- _WHAT IS NEEDED_
In the material below, find every line with "Matthews" and pull it out.
++++++++
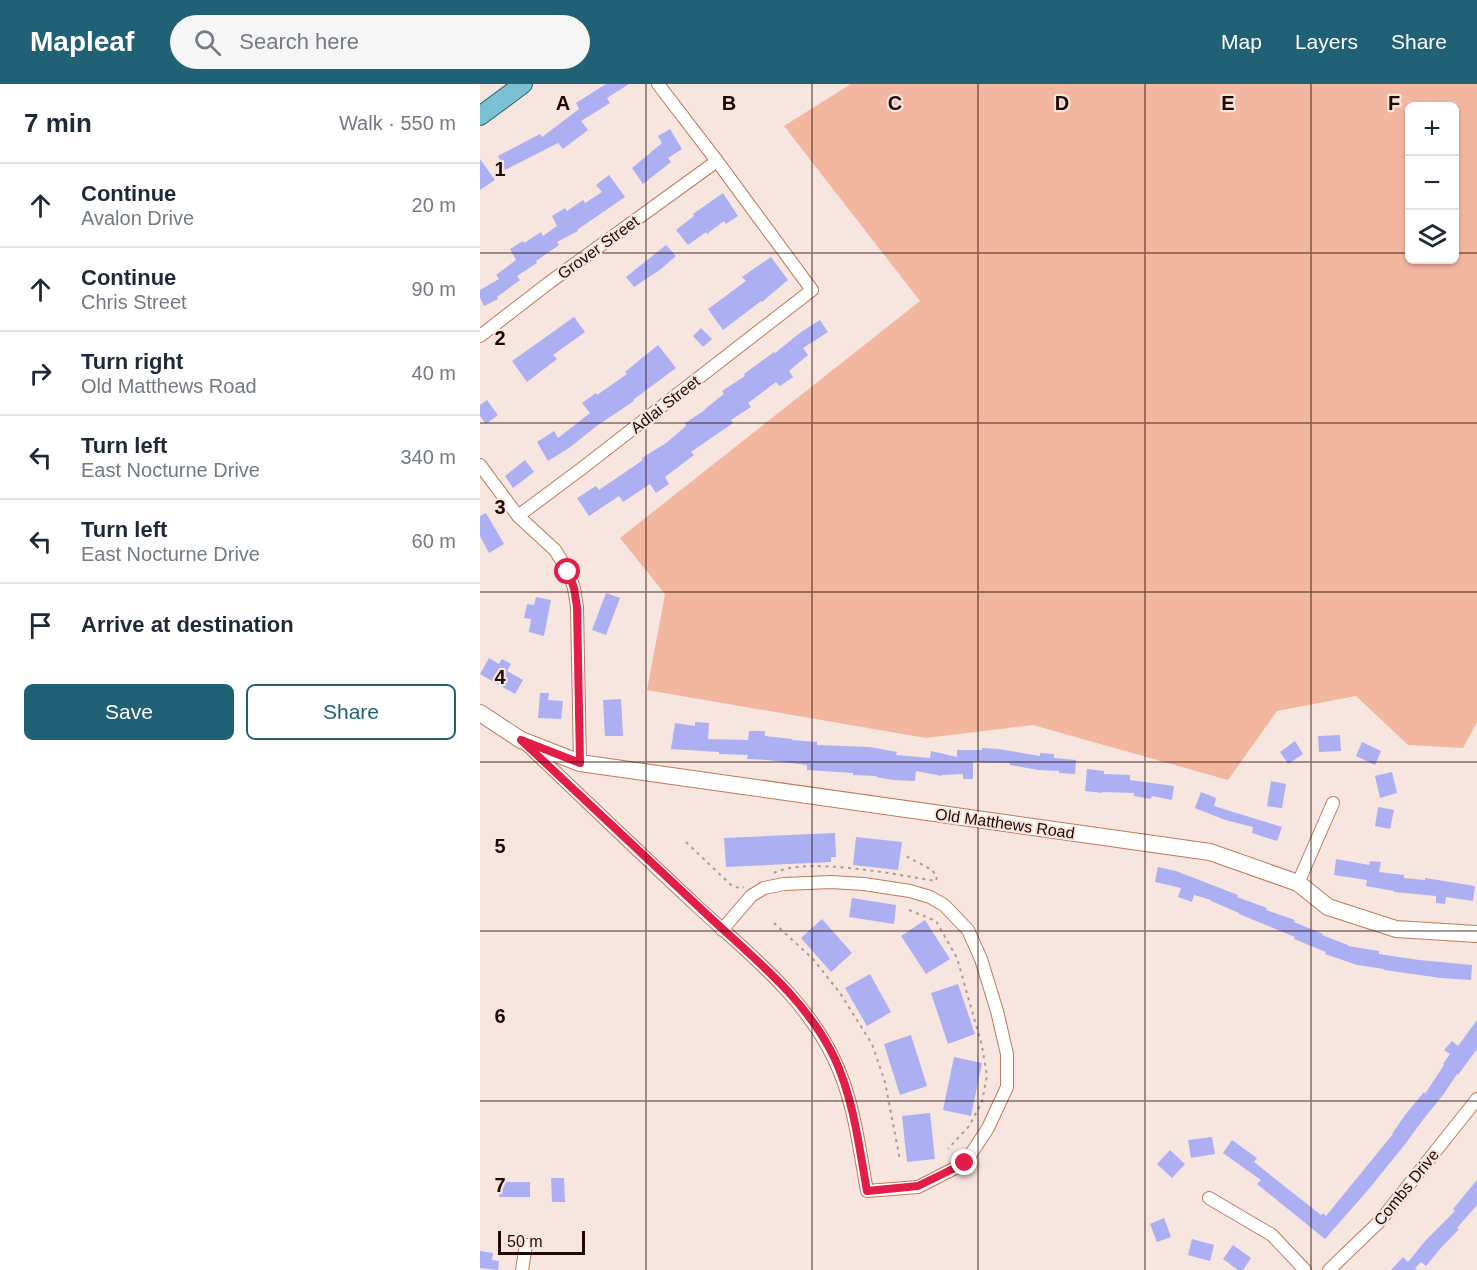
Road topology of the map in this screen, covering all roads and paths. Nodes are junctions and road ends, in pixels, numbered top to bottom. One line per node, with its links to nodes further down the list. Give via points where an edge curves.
1 (523, 84): 3 (main road)
2 (658, 84): 4 (street)
3 (480, 116)
4 (717, 161): 5 (street, Grover Street); 7 (street, Adlai Street, via 812,291)
5 (480, 336)
6 (480, 465): 7 (street)
7 (518, 516): 10 (street, via 555,550 574,588)
8 (480, 713): 9 (street, Old Matthews Road)
9 (521, 740): 10 (street, Old Matthews Road); 15 (street)
10 (580, 763): 12 (street, Old Matthews Road, via 1210,852)
11 (1333, 803): 12 (street)
12 (1298, 883): 16 (street, Old Matthews Road, via 1328,907 1396,929)
13 (909, 910): 18 (path, via 936,921 957,958 987,1076 982,1102 969,1126)
14 (774, 923): 19 (path, via 813,959 872,1044 885,1082)
15 (722, 930): 15 (street, via 789,992 824,1039 835,1059 853,1115 867,1191 918,1186 965,1163 988,1128 1007,1087 1007,1054 981,959 968,930 944,905 910,891 864,884 784,884 751,896)
16 (1477, 934)
17 (1477, 1099): 24 (street, Combs Drive, via 1380,1221)
18 (948, 1149)
19 (900, 1160)
20 (1209, 1198): 23 (street, via 1272,1235)
21 (526, 1245): 22 (street)
22 (522, 1270)
23 (1305, 1270)
24 (1329, 1270)

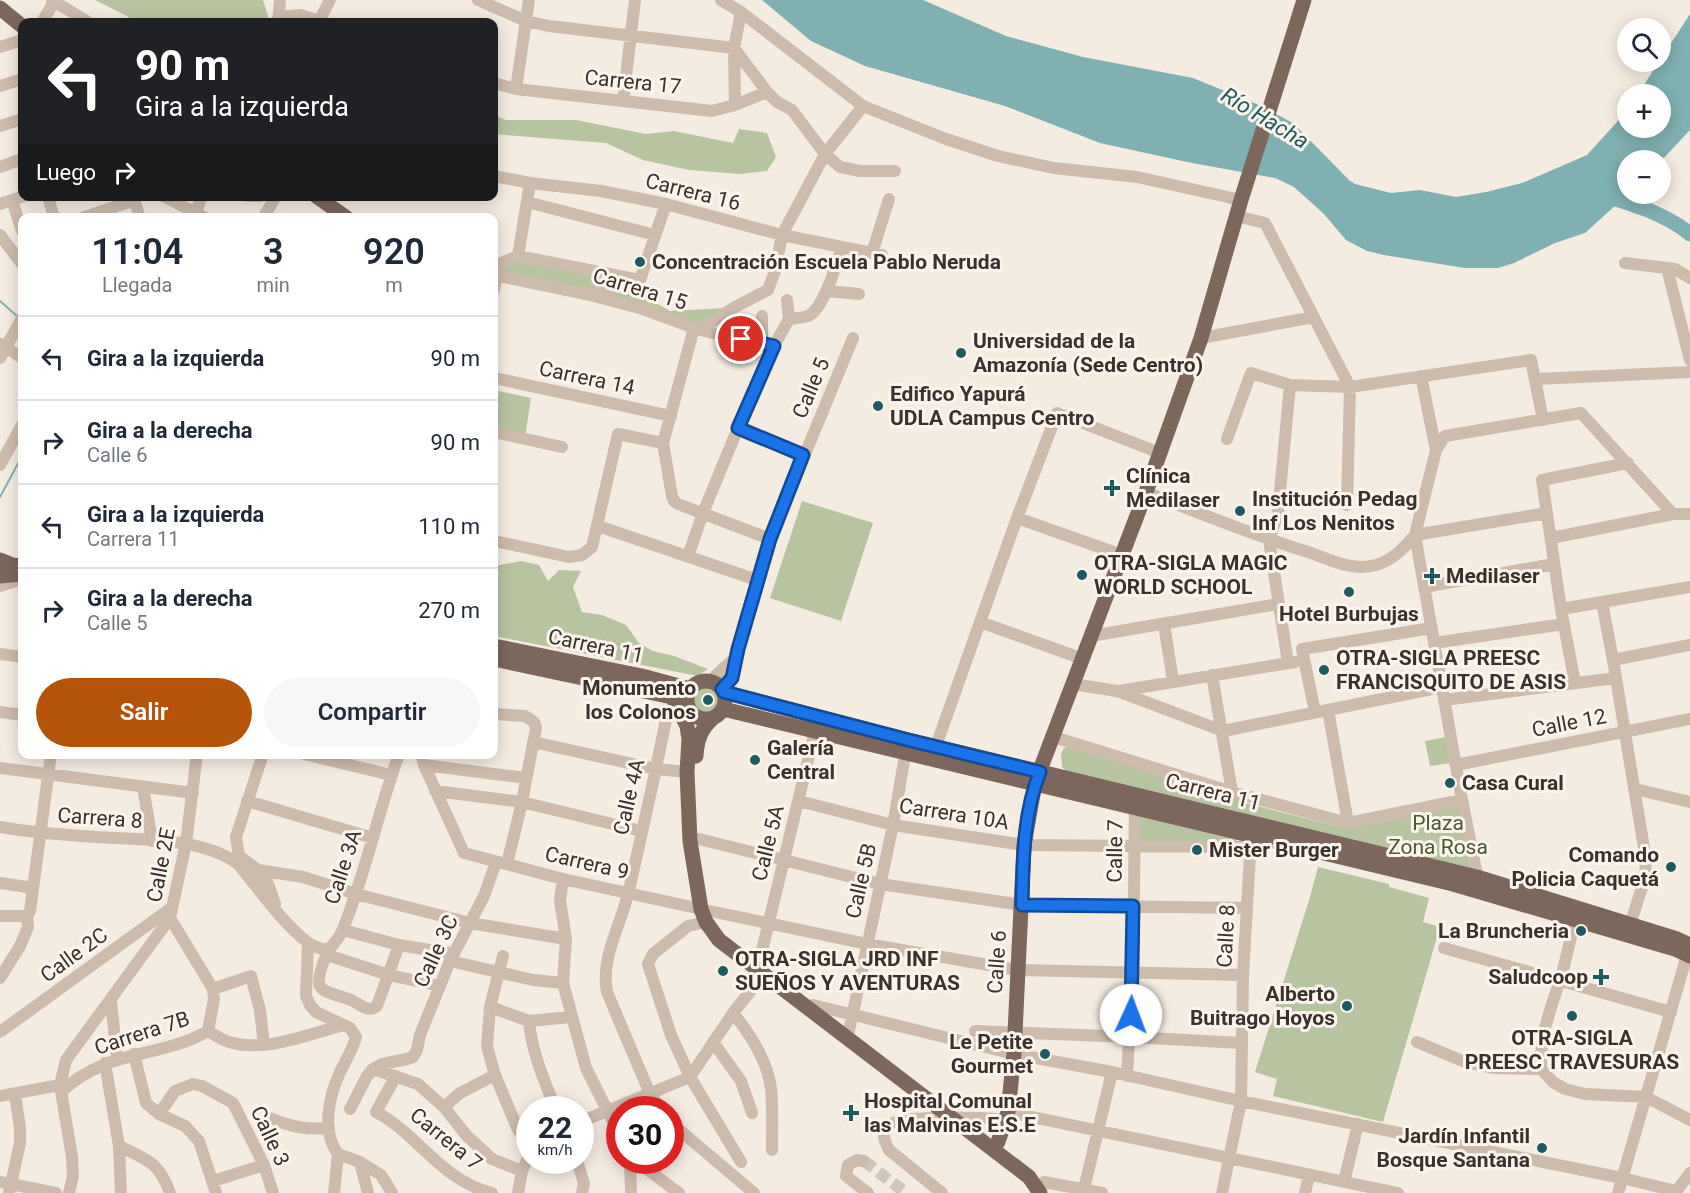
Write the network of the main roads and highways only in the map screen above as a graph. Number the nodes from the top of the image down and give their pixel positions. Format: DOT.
graph roads {
  1 [pos="1304,0"];
  2 [pos="0,8"];
  3 [pos="18,23"];
  4 [pos="323,201"];
  5 [pos="340,213"];
  6 [pos="498,647"];
  7 [pos="498,660"];
  8 [pos="718,687"];
  9 [pos="684,701"];
  10 [pos="718,713"];
  11 [pos="1054,737"];
  12 [pos="907,747"];
  13 [pos="1037,777"];
  14 [pos="1073,779"];
  15 [pos="1252,836"];
  16 [pos="1479,884"];
  17 [pos="706,914"];
  18 [pos="1628,930"];
  19 [pos="1689,952"];
  20 [pos="761,969"];
  21 [pos="960,1118"];
  22 [pos="998,1142"];
  23 [pos="1045,1189"];
  1 -- 11 [label="main road, Calle 6"];
  2 -- 3 [label="main road"];
  4 -- 5 [label="main road"];
  6 -- 9 [label="main road, Carrera 11"];
  7 -- 9 [label="main road, Carrera 11"];
  8 -- 9 [label="main road"];
  8 -- 10 [label="main road"];
  8 -- 12 [label="main road, Carrera 11"];
  9 -- 10 [label="main road"];
  9 -- 17 [label="main road"];
  10 -- 12 [label="main road, Carrera 11"];
  10 -- 17 [label="main road"];
  11 -- 13 [label="main road, Calle 6"];
  11 -- 14 [label="main road"];
  12 -- 13 [label="main road, Carrera 11"];
  12 -- 13 [label="main road, Carrera 11"];
  13 -- 14 [label="main road, Carrera 11"];
  13 -- 15 [label="main road, Carrera 11"];
  13 -- 22 [label="main road, Calle 6"];
  14 -- 15 [label="main road, Carrera 11"];
  15 -- 16 [label="main road, Carrera 11"];
  16 -- 18 [label="main road, Carrera 11"];
  16 -- 18 [label="main road, Carrera 11"];
  17 -- 20 [label="main road"];
  18 -- 19 [label="main road, Carrera 11"];
  20 -- 21 [label="main road"];
  20 -- 21 [label="main road"];
  21 -- 22 [label="main road"];
  21 -- 23 [label="main road"];
  22 -- 23 [label="main road"];
}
++++++++
- _ANSWER SECTION_
8 (480, 713): 9 (street, Old Matthews Road)
9 (521, 740): 10 (street, Old Matthews Road); 15 (street)
10 (580, 763): 12 (street, Old Matthews Road, via 1210,852)
12 (1298, 883): 16 (street, Old Matthews Road, via 1328,907 1396,929)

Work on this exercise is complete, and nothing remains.